*** Begin section ***
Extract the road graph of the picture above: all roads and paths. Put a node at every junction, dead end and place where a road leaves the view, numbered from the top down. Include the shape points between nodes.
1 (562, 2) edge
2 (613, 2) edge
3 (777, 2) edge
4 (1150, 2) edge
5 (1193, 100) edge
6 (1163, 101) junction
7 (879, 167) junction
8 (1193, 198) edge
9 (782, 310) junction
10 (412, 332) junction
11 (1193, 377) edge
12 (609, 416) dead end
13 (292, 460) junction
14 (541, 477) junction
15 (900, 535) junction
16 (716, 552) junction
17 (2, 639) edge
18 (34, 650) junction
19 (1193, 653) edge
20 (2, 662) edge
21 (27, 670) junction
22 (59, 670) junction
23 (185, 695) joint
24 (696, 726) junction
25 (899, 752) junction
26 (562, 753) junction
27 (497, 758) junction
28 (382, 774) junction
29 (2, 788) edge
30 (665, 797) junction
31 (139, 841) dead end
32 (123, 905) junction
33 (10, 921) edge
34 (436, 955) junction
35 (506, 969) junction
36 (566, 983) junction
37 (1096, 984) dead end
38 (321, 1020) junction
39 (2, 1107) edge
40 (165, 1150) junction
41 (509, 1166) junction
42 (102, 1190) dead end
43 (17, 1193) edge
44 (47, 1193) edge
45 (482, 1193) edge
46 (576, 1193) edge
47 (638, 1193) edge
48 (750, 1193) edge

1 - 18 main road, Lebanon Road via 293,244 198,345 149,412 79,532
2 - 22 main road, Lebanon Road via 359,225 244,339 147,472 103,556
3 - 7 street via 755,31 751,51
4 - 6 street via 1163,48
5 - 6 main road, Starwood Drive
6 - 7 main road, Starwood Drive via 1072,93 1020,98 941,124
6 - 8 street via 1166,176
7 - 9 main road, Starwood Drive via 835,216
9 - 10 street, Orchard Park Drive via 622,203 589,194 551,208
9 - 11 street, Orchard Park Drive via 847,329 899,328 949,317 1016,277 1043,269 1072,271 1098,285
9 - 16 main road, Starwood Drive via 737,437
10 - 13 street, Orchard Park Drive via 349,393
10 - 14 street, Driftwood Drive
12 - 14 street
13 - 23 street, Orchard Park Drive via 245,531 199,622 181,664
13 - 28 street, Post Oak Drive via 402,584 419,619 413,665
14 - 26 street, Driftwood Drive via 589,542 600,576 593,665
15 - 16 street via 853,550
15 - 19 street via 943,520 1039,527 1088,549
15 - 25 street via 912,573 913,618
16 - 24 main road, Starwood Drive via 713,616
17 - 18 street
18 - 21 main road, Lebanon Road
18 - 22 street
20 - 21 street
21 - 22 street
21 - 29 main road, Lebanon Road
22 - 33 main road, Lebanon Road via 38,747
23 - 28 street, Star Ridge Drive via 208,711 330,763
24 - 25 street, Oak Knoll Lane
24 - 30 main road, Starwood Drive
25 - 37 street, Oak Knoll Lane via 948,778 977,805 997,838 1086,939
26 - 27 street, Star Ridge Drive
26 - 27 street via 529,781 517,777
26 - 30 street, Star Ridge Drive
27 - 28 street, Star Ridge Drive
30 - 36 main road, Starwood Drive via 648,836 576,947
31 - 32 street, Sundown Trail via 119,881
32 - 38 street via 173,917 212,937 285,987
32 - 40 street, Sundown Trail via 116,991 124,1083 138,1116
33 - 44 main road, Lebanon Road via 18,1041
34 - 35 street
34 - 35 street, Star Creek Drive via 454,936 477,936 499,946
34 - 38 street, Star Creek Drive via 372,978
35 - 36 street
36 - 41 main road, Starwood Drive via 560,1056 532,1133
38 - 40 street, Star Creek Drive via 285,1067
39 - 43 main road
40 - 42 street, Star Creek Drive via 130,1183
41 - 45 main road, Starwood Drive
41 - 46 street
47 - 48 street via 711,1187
*** End section ***
An exact copy of every record is what the answer must contain.

Extract the road graph of the picture above: all roads and paths. Put a node at every junction, dead end and place where a road leaves the view, numbered from the top down. Include the shape points between nodes.
1 (562, 2) edge
2 (613, 2) edge
3 (777, 2) edge
4 (1150, 2) edge
5 (1193, 100) edge
6 (1163, 101) junction
7 (879, 167) junction
8 (1193, 198) edge
9 (782, 310) junction
10 (412, 332) junction
11 (1193, 377) edge
12 (609, 416) dead end
13 (292, 460) junction
14 (541, 477) junction
15 (900, 535) junction
16 (716, 552) junction
17 (2, 639) edge
18 (34, 650) junction
19 (1193, 653) edge
20 (2, 662) edge
21 (27, 670) junction
22 (59, 670) junction
23 (185, 695) joint
24 (696, 726) junction
25 (899, 752) junction
26 (562, 753) junction
27 (497, 758) junction
28 (382, 774) junction
29 (2, 788) edge
30 (665, 797) junction
31 (139, 841) dead end
32 (123, 905) junction
33 (10, 921) edge
34 (436, 955) junction
35 (506, 969) junction
36 (566, 983) junction
37 (1096, 984) dead end
38 (321, 1020) junction
39 (2, 1107) edge
40 (165, 1150) junction
41 (509, 1166) junction
42 (102, 1190) dead end
43 (17, 1193) edge
44 (47, 1193) edge
45 (482, 1193) edge
46 (576, 1193) edge
47 (638, 1193) edge
48 (750, 1193) edge

1 - 18 main road, Lebanon Road via 293,244 198,345 149,412 79,532
2 - 22 main road, Lebanon Road via 359,225 244,339 147,472 103,556
3 - 7 street via 755,31 751,51
4 - 6 street via 1163,48
5 - 6 main road, Starwood Drive
6 - 7 main road, Starwood Drive via 1072,93 1020,98 941,124
6 - 8 street via 1166,176
7 - 9 main road, Starwood Drive via 835,216
9 - 10 street, Orchard Park Drive via 622,203 589,194 551,208
9 - 11 street, Orchard Park Drive via 847,329 899,328 949,317 1016,277 1043,269 1072,271 1098,285
9 - 16 main road, Starwood Drive via 737,437
10 - 13 street, Orchard Park Drive via 349,393
10 - 14 street, Driftwood Drive
12 - 14 street
13 - 23 street, Orchard Park Drive via 245,531 199,622 181,664
13 - 28 street, Post Oak Drive via 402,584 419,619 413,665
14 - 26 street, Driftwood Drive via 589,542 600,576 593,665
15 - 16 street via 853,550
15 - 19 street via 943,520 1039,527 1088,549
15 - 25 street via 912,573 913,618
16 - 24 main road, Starwood Drive via 713,616
17 - 18 street
18 - 21 main road, Lebanon Road
18 - 22 street
20 - 21 street
21 - 22 street
21 - 29 main road, Lebanon Road
22 - 33 main road, Lebanon Road via 38,747
23 - 28 street, Star Ridge Drive via 208,711 330,763
24 - 25 street, Oak Knoll Lane
24 - 30 main road, Starwood Drive
25 - 37 street, Oak Knoll Lane via 948,778 977,805 997,838 1086,939
26 - 27 street, Star Ridge Drive
26 - 27 street via 529,781 517,777
26 - 30 street, Star Ridge Drive
27 - 28 street, Star Ridge Drive
30 - 36 main road, Starwood Drive via 648,836 576,947
31 - 32 street, Sundown Trail via 119,881
32 - 38 street via 173,917 212,937 285,987
32 - 40 street, Sundown Trail via 116,991 124,1083 138,1116
33 - 44 main road, Lebanon Road via 18,1041
34 - 35 street
34 - 35 street, Star Creek Drive via 454,936 477,936 499,946
34 - 38 street, Star Creek Drive via 372,978
35 - 36 street
36 - 41 main road, Starwood Drive via 560,1056 532,1133
38 - 40 street, Star Creek Drive via 285,1067
39 - 43 main road
40 - 42 street, Star Creek Drive via 130,1183
41 - 45 main road, Starwood Drive
41 - 46 street
47 - 48 street via 711,1187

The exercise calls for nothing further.